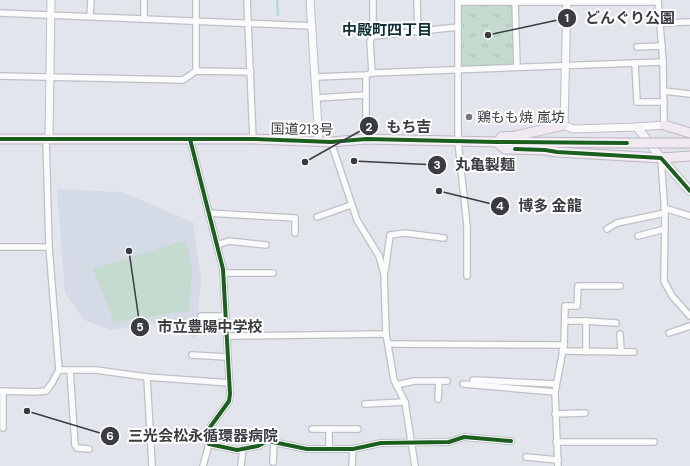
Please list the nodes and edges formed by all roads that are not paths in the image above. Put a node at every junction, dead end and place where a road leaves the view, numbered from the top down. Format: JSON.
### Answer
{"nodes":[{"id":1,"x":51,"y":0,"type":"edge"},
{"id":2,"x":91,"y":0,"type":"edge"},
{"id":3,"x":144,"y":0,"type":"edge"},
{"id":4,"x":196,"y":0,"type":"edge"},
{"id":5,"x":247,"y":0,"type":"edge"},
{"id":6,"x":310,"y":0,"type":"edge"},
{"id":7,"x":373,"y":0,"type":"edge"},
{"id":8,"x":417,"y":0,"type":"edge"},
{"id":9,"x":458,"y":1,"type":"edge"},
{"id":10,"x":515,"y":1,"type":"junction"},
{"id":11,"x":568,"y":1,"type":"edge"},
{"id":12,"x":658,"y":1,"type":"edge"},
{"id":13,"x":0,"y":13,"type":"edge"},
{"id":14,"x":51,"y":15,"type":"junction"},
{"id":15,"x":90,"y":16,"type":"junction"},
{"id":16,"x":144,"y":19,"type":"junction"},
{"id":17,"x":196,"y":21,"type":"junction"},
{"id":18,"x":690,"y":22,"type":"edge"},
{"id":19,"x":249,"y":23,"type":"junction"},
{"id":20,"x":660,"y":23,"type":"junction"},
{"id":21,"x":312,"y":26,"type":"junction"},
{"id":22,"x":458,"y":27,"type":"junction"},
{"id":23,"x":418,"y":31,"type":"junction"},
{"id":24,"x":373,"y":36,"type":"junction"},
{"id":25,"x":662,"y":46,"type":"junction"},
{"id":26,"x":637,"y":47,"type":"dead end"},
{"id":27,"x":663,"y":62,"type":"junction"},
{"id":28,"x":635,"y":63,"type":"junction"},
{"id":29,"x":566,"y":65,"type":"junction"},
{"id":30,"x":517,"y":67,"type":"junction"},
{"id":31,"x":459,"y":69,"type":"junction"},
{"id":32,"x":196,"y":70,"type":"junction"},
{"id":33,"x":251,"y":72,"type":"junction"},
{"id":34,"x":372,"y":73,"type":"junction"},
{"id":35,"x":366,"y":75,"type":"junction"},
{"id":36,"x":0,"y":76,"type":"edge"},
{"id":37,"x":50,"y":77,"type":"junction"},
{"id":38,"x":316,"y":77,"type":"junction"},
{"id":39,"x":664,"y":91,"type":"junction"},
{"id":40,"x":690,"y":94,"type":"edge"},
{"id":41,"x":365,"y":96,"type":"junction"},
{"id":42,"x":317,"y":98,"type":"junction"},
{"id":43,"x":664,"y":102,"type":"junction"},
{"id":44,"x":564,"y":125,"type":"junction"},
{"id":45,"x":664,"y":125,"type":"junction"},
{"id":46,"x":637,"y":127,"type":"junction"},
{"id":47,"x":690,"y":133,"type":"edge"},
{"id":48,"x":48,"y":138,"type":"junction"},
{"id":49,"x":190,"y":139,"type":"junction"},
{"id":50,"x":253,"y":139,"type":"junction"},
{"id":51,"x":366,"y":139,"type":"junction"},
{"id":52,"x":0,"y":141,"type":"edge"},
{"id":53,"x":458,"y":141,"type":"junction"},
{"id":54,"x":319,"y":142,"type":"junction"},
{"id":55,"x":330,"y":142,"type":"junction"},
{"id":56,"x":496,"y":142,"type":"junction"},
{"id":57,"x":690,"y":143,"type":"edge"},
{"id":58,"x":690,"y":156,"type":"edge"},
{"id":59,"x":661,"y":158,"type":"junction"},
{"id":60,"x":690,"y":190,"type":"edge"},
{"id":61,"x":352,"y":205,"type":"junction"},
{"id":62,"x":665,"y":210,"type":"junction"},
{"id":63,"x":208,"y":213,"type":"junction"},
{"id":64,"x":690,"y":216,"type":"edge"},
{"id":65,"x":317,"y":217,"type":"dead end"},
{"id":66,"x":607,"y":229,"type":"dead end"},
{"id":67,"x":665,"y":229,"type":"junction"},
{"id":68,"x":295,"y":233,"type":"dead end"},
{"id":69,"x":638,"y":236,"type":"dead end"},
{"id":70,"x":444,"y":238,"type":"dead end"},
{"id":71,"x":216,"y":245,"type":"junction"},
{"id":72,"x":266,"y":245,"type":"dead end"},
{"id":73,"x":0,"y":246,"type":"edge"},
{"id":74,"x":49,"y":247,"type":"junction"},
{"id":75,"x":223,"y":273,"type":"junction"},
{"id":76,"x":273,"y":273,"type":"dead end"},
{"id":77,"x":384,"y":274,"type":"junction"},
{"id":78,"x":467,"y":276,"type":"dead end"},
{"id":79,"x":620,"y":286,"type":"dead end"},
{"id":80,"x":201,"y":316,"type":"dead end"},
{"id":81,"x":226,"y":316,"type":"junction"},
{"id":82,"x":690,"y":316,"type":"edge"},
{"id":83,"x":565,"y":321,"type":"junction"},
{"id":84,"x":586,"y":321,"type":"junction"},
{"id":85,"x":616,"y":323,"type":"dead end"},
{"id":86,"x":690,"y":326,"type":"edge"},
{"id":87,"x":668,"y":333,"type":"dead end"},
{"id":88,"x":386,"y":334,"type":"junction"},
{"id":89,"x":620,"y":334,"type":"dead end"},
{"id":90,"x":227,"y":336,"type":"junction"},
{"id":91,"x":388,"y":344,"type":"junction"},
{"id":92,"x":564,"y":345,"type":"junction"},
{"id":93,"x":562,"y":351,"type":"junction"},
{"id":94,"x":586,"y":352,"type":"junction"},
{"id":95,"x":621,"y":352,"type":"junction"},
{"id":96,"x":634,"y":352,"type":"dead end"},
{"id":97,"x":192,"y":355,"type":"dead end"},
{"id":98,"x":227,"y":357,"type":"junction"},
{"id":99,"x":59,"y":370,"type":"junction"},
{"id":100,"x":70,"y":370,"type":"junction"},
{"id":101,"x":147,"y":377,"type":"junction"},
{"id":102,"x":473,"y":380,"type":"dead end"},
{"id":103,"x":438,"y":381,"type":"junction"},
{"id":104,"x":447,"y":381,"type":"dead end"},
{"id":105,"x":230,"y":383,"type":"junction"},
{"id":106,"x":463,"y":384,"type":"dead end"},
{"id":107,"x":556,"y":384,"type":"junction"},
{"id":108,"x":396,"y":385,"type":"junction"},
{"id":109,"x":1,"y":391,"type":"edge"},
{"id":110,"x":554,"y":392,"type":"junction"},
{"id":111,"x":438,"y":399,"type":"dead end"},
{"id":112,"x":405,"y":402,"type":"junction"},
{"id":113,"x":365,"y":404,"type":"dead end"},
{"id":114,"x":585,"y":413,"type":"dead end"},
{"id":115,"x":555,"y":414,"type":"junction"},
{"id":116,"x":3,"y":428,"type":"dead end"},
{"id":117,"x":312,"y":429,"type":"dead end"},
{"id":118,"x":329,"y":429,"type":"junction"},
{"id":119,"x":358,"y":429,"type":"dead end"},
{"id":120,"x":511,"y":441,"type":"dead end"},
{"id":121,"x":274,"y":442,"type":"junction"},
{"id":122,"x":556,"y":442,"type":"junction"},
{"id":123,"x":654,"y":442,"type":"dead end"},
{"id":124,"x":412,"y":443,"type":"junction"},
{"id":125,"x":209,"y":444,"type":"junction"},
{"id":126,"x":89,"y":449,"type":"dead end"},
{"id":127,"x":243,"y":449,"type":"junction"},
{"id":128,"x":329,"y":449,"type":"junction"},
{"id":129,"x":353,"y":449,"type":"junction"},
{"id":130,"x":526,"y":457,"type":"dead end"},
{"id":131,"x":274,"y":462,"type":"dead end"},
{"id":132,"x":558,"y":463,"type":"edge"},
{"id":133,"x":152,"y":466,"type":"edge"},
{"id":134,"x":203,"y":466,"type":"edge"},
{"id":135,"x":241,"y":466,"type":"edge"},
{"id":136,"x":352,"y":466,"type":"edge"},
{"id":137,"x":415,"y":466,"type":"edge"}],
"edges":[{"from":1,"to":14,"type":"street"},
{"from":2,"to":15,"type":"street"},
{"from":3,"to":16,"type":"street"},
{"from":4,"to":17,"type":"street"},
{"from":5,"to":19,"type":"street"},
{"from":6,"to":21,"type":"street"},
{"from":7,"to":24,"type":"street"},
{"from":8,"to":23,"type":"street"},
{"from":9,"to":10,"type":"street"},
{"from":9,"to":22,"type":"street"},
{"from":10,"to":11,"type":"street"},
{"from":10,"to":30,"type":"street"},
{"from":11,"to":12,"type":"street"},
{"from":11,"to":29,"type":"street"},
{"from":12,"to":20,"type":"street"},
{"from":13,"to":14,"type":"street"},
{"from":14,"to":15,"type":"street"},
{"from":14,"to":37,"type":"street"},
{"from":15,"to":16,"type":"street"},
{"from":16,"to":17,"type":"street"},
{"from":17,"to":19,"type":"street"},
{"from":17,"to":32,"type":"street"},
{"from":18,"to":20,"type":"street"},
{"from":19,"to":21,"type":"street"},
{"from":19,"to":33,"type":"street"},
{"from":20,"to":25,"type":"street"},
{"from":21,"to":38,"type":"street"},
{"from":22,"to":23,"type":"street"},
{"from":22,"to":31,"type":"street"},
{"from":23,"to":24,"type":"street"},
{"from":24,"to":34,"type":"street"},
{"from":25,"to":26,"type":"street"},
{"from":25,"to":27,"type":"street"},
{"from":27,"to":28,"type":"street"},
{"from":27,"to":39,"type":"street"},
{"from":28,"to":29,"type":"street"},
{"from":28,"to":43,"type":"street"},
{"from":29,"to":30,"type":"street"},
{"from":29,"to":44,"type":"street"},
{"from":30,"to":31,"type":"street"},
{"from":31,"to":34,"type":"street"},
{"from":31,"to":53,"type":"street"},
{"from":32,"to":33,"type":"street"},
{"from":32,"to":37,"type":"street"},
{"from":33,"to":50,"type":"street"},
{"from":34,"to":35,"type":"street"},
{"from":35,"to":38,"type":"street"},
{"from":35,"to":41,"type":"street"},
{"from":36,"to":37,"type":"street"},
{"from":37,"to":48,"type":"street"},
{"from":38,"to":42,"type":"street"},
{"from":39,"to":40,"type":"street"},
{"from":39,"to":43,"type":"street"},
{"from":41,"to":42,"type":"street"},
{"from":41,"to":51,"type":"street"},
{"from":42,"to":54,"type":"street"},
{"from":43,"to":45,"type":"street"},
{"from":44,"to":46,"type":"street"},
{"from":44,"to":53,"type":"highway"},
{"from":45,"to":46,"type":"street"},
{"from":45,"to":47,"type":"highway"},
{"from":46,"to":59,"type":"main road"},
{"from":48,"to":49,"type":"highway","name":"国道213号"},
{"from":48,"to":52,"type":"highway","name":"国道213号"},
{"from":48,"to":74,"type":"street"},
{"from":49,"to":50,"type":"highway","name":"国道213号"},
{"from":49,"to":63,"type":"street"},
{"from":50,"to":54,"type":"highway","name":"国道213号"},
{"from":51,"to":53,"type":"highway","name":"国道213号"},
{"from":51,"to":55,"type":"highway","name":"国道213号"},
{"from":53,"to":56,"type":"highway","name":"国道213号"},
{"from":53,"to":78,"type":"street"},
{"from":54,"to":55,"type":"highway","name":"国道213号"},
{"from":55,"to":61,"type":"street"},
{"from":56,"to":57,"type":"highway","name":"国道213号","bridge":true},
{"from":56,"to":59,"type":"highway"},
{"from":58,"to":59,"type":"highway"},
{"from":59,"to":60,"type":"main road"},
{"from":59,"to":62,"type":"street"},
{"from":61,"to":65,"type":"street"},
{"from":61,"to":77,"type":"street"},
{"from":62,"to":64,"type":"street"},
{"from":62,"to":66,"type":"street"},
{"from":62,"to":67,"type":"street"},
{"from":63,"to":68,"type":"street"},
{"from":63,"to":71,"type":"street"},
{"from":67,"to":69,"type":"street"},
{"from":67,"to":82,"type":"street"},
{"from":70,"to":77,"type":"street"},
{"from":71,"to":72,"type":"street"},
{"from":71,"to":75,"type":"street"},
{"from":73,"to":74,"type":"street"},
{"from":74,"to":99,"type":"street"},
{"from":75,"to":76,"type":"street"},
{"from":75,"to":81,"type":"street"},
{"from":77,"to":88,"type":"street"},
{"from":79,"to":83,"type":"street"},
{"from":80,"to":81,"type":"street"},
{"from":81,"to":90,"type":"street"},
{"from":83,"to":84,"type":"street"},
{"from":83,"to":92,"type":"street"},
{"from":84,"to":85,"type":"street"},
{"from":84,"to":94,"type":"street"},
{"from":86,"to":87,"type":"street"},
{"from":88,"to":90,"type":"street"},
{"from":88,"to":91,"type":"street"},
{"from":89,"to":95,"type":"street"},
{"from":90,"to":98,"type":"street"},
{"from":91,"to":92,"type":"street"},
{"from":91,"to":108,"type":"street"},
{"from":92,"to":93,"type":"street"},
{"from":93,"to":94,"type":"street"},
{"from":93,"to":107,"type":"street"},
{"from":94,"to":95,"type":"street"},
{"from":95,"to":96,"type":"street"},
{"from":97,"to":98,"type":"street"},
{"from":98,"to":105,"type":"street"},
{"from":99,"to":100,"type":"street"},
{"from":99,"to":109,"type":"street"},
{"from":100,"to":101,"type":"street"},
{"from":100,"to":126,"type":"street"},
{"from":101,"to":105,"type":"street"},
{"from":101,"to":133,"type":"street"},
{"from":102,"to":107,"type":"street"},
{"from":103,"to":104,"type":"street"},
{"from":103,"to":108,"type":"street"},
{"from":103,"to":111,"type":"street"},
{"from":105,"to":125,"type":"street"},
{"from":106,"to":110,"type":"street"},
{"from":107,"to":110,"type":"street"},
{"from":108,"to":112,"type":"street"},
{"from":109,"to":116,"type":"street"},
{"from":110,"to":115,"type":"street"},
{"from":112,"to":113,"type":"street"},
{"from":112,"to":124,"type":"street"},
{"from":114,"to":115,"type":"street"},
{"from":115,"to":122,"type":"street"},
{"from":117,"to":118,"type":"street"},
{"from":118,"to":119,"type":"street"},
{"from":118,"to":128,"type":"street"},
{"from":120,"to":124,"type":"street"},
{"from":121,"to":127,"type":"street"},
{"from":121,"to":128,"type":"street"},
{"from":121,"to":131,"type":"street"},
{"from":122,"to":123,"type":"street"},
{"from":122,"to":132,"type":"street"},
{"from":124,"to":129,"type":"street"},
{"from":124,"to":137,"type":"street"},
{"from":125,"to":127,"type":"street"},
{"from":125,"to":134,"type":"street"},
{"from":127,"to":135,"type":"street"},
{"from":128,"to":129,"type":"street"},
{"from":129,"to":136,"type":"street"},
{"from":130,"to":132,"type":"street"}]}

* _PROMPT_: Wherever a line of the records above contains the string "nodes", copy that line out.

* _RESPONSE BOX_:
Please list the nodes and edges formed by all roads that are not paths in the image above. Put a node at every junction, dead end and place where a road leaves the view, numbered from the top down. Format: JSON.
{"nodes":[{"id":1,"x":51,"y":0,"type":"edge"},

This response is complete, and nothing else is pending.